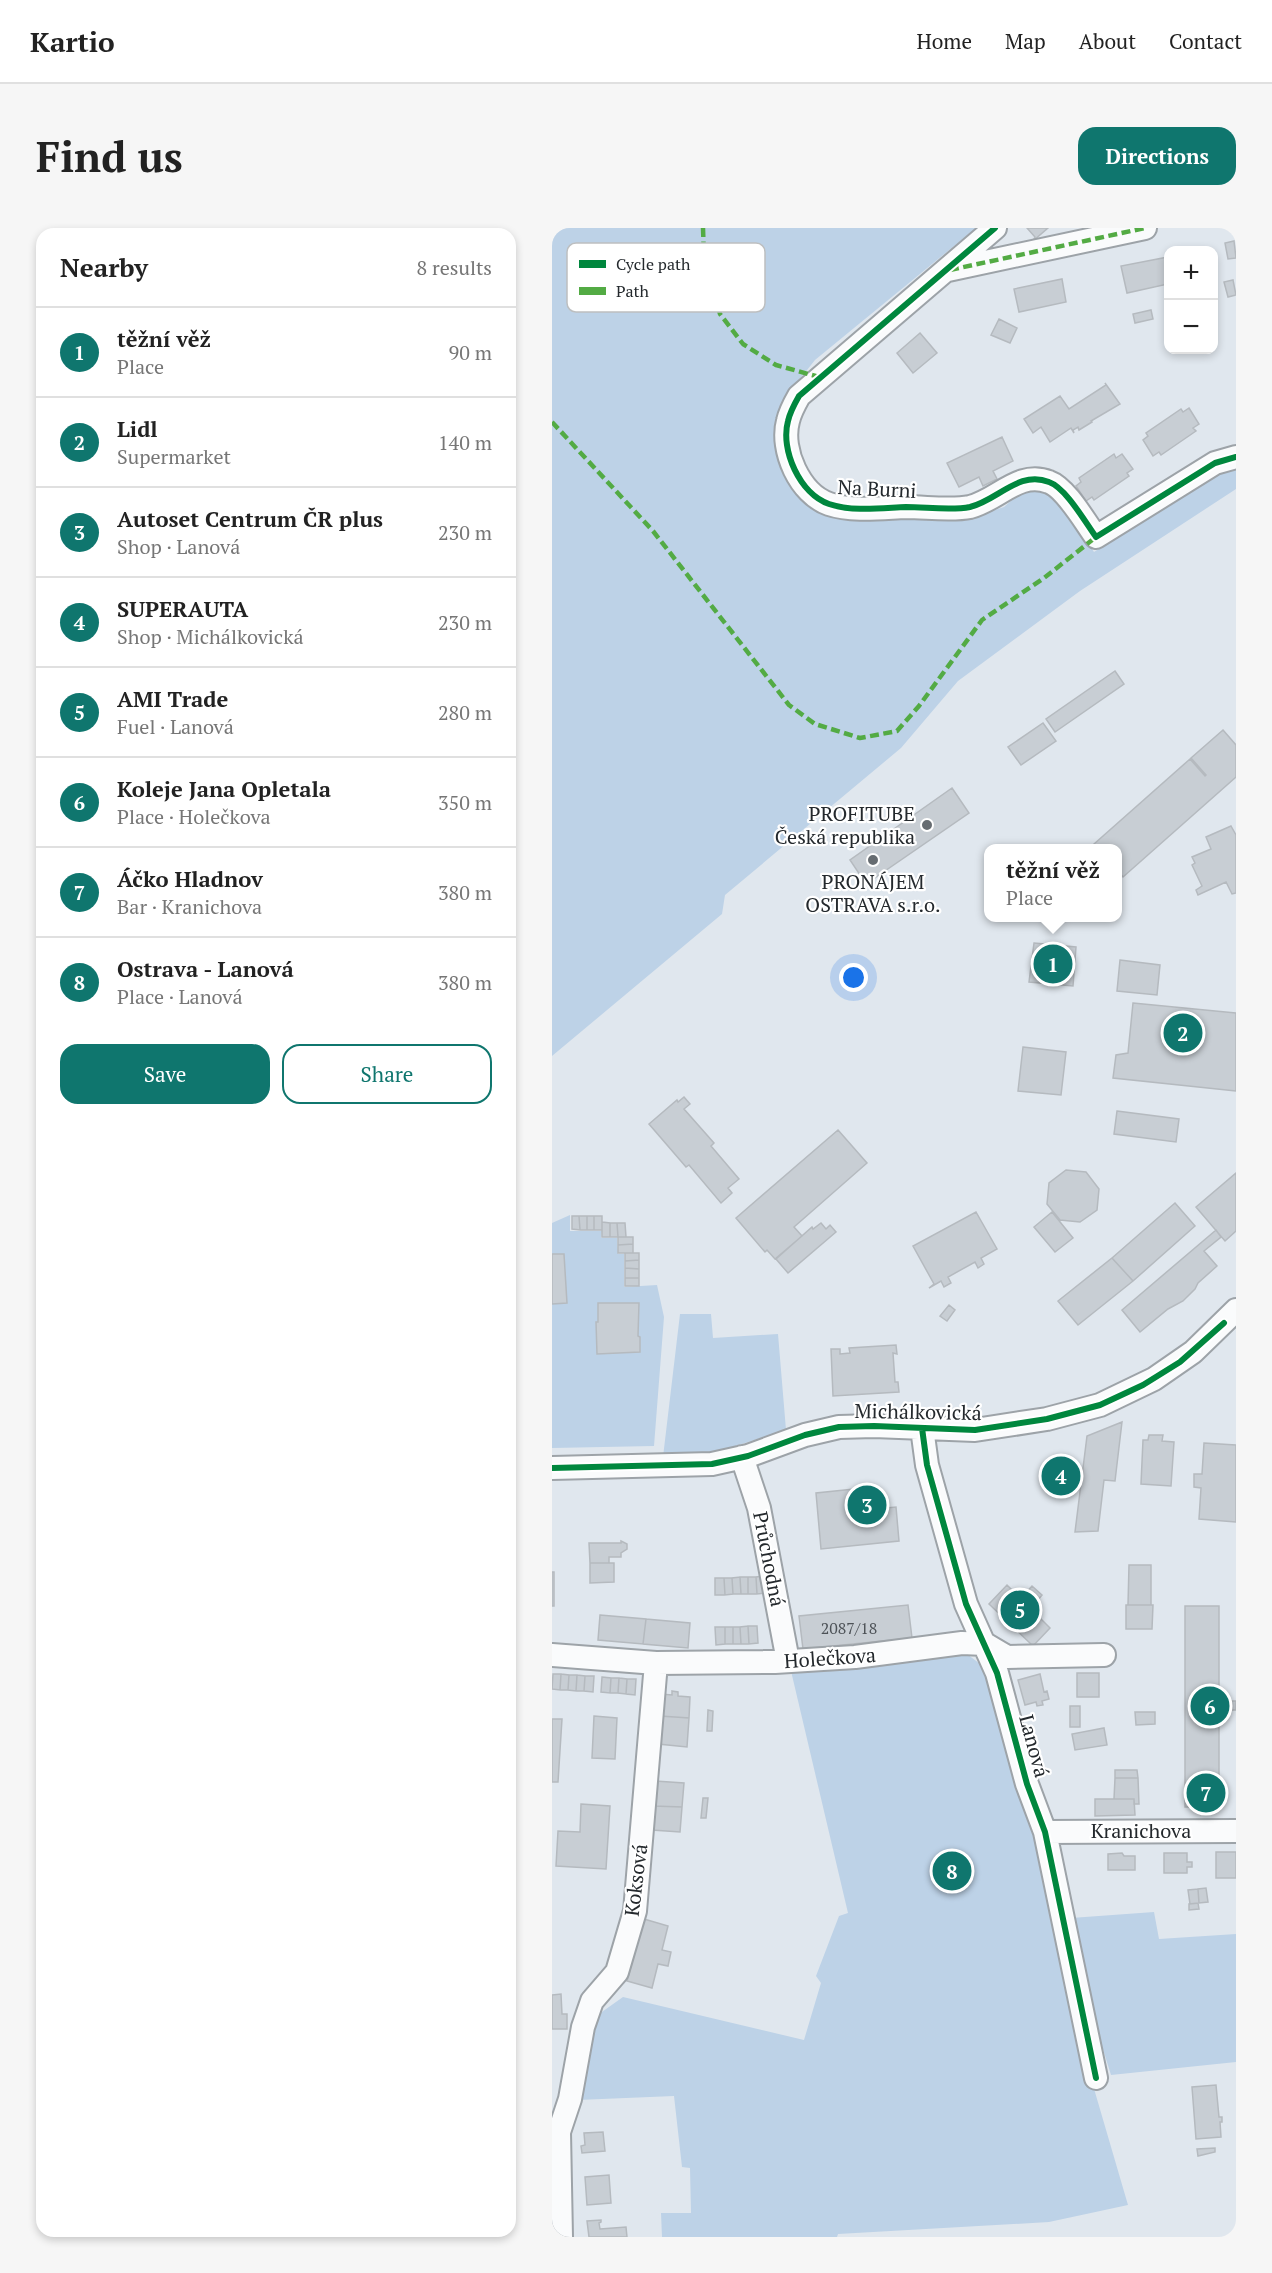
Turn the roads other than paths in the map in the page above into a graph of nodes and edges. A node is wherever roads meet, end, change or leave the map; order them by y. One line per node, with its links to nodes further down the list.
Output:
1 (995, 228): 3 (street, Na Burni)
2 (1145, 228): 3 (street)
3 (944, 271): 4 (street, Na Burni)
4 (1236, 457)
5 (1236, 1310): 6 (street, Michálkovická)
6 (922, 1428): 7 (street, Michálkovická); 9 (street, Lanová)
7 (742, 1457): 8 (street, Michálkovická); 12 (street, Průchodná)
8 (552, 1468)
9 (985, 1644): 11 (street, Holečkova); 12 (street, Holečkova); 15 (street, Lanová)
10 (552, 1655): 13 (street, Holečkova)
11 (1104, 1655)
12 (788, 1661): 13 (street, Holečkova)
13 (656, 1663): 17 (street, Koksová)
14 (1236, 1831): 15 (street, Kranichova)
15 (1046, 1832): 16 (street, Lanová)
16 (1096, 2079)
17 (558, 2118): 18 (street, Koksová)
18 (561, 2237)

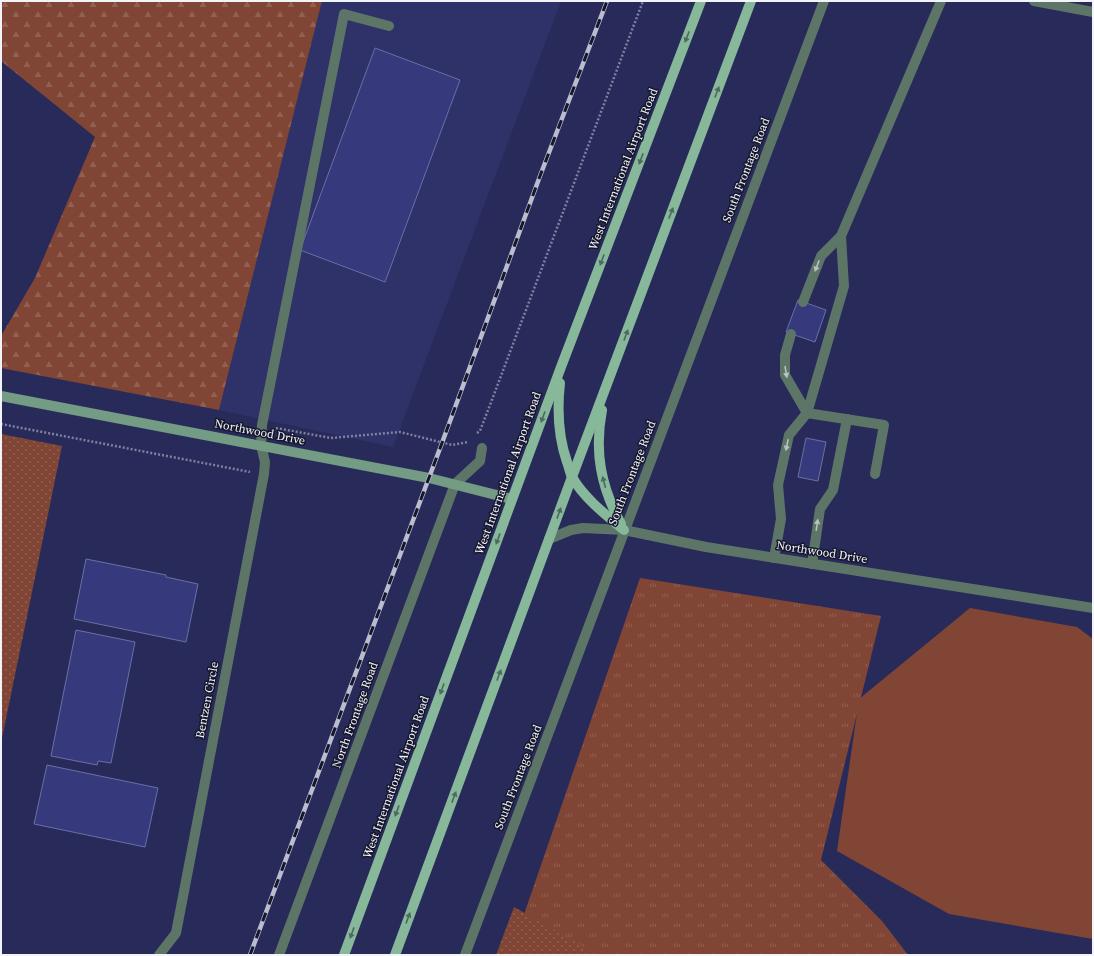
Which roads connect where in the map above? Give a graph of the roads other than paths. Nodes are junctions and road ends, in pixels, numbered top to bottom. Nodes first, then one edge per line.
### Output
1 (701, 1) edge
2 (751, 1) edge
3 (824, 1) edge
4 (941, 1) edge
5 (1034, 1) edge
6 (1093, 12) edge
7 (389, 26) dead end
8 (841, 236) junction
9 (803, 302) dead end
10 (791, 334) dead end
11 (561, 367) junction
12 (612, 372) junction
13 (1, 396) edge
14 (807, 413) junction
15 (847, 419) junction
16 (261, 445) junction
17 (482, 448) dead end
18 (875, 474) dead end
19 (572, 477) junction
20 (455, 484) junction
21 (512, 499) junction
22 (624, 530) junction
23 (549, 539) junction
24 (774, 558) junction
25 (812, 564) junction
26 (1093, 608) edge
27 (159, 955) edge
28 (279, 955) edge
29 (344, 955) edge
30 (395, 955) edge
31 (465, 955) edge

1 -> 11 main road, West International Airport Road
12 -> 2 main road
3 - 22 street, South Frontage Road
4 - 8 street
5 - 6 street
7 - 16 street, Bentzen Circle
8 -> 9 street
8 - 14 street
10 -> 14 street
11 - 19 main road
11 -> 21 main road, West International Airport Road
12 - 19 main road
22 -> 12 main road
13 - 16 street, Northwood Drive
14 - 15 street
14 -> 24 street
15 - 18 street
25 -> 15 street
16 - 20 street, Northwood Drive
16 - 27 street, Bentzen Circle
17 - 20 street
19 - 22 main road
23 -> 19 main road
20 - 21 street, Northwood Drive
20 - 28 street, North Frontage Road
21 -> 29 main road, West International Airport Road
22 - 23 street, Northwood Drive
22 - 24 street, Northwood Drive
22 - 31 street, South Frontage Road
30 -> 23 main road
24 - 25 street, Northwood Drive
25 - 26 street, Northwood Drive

> _Problem details_: Restate the entries above word for word, and keep the pictures out.

> _Exercise response_:
Turn the roads other than paths in the map in the page above into a graph of nodes and edges. A node is wherever roads meet, end, change or leave the map; order them by y. One line per node, with its links to nodes further down the list.
Output:
1 (995, 228): 3 (street, Na Burni)
2 (1145, 228): 3 (street)
3 (944, 271): 4 (street, Na Burni)
4 (1236, 457)
5 (1236, 1310): 6 (street, Michálkovická)
6 (922, 1428): 7 (street, Michálkovická); 9 (street, Lanová)
7 (742, 1457): 8 (street, Michálkovická); 12 (street, Průchodná)
8 (552, 1468)
9 (985, 1644): 11 (street, Holečkova); 12 (street, Holečkova); 15 (street, Lanová)
10 (552, 1655): 13 (street, Holečkova)
11 (1104, 1655)
12 (788, 1661): 13 (street, Holečkova)
13 (656, 1663): 17 (street, Koksová)
14 (1236, 1831): 15 (street, Kranichova)
15 (1046, 1832): 16 (street, Lanová)
16 (1096, 2079)
17 (558, 2118): 18 (street, Koksová)
18 (561, 2237)

Which roads connect where in the map above? Give a graph of the roads other than paths. Nodes are junctions and road ends, in pixels, numbered top to bottom. Nodes first, then one edge per line.
### Output
1 (701, 1) edge
2 (751, 1) edge
3 (824, 1) edge
4 (941, 1) edge
5 (1034, 1) edge
6 (1093, 12) edge
7 (389, 26) dead end
8 (841, 236) junction
9 (803, 302) dead end
10 (791, 334) dead end
11 (561, 367) junction
12 (612, 372) junction
13 (1, 396) edge
14 (807, 413) junction
15 (847, 419) junction
16 (261, 445) junction
17 (482, 448) dead end
18 (875, 474) dead end
19 (572, 477) junction
20 (455, 484) junction
21 (512, 499) junction
22 (624, 530) junction
23 (549, 539) junction
24 (774, 558) junction
25 (812, 564) junction
26 (1093, 608) edge
27 (159, 955) edge
28 (279, 955) edge
29 (344, 955) edge
30 (395, 955) edge
31 (465, 955) edge

1 -> 11 main road, West International Airport Road
12 -> 2 main road
3 - 22 street, South Frontage Road
4 - 8 street
5 - 6 street
7 - 16 street, Bentzen Circle
8 -> 9 street
8 - 14 street
10 -> 14 street
11 - 19 main road
11 -> 21 main road, West International Airport Road
12 - 19 main road
22 -> 12 main road
13 - 16 street, Northwood Drive
14 - 15 street
14 -> 24 street
15 - 18 street
25 -> 15 street
16 - 20 street, Northwood Drive
16 - 27 street, Bentzen Circle
17 - 20 street
19 - 22 main road
23 -> 19 main road
20 - 21 street, Northwood Drive
20 - 28 street, North Frontage Road
21 -> 29 main road, West International Airport Road
22 - 23 street, Northwood Drive
22 - 24 street, Northwood Drive
22 - 31 street, South Frontage Road
30 -> 23 main road
24 - 25 street, Northwood Drive
25 - 26 street, Northwood Drive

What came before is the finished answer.